**WHAT NEEDS TO BE DONE**:
Where the word "Poilsio" occurs in a line of the data, return the whole line.

(Collected data)
--- START ---
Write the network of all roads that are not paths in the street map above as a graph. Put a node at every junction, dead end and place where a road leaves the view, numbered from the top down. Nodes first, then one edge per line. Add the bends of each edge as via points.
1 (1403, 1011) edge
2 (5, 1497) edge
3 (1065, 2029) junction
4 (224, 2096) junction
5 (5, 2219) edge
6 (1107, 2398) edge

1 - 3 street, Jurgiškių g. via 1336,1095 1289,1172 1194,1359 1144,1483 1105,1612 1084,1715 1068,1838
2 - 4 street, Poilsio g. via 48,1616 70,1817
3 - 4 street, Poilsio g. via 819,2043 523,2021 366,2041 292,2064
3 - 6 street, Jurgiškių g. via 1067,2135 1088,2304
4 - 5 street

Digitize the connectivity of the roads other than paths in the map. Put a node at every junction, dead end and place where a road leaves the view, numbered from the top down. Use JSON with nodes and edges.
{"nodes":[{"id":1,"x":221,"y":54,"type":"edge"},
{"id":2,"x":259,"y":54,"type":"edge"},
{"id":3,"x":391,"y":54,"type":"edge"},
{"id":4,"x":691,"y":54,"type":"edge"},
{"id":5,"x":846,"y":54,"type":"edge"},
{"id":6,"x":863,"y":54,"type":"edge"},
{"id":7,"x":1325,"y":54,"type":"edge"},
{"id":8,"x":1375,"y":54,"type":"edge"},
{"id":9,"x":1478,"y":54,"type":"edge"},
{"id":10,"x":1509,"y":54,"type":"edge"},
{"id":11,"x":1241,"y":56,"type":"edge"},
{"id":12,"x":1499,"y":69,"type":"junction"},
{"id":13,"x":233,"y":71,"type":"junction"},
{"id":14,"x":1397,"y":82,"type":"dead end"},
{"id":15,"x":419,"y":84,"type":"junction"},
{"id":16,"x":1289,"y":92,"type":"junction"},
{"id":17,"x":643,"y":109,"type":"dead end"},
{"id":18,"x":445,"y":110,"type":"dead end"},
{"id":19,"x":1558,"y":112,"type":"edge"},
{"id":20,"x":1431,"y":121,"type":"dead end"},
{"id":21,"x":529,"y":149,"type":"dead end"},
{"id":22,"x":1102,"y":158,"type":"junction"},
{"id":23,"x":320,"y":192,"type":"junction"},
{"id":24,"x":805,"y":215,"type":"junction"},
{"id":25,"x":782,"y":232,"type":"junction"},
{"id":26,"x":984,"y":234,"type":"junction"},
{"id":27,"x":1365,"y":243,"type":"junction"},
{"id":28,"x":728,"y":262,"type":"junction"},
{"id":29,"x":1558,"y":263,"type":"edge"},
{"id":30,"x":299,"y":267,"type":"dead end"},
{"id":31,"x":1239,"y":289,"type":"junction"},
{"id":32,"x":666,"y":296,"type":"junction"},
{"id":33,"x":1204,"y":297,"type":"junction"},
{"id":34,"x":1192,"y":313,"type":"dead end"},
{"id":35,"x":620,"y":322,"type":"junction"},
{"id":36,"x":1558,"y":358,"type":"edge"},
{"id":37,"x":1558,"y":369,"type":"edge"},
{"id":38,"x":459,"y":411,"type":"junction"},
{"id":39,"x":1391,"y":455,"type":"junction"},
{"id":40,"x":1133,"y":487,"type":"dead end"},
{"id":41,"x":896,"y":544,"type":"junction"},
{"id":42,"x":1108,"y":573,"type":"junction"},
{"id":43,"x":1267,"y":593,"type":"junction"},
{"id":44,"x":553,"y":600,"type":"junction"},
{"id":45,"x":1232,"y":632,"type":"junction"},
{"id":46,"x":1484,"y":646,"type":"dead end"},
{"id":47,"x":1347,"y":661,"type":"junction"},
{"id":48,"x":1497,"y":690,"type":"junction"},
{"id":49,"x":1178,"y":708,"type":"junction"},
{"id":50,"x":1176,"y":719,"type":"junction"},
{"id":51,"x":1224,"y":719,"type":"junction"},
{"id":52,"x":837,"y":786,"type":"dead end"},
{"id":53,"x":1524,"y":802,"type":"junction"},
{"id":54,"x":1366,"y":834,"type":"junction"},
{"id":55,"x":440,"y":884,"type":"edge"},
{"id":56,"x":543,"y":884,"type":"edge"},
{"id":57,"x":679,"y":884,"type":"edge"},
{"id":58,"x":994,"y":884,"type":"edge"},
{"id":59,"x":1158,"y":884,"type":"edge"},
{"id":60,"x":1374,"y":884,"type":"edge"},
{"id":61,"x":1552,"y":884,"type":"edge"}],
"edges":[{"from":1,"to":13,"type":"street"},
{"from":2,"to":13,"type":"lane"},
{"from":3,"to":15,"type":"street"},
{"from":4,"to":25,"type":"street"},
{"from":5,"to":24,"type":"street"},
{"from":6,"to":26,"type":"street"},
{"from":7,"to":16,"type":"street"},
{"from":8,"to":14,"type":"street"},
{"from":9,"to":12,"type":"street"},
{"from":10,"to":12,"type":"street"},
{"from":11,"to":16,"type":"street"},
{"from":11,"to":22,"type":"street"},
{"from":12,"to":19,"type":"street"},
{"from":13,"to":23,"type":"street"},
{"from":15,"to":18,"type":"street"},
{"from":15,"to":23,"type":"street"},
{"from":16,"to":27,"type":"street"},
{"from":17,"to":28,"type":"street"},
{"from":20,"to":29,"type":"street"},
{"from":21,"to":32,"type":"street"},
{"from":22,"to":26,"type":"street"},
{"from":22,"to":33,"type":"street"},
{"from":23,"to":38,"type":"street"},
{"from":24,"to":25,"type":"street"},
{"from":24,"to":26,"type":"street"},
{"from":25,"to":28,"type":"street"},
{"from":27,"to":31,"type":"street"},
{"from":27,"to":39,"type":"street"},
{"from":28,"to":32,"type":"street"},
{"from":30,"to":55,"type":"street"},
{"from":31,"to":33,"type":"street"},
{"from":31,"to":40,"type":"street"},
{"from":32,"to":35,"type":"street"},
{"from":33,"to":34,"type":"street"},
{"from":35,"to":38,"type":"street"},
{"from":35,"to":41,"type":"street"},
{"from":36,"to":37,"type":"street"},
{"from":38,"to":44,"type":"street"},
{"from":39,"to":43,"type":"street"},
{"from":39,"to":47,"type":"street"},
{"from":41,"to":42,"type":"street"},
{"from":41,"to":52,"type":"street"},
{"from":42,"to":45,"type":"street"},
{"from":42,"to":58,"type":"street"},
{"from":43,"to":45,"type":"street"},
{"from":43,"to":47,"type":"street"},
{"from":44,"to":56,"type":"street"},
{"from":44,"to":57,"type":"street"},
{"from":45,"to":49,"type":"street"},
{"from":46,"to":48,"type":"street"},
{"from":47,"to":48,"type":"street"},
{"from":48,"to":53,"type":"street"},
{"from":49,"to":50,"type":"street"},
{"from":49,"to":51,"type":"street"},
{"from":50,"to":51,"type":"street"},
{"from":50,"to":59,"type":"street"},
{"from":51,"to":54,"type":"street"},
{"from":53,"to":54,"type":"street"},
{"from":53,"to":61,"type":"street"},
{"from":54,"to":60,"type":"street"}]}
--- END ---
**TASK ANSWER**:
2 - 4 street, Poilsio g. via 48,1616 70,1817
3 - 4 street, Poilsio g. via 819,2043 523,2021 366,2041 292,2064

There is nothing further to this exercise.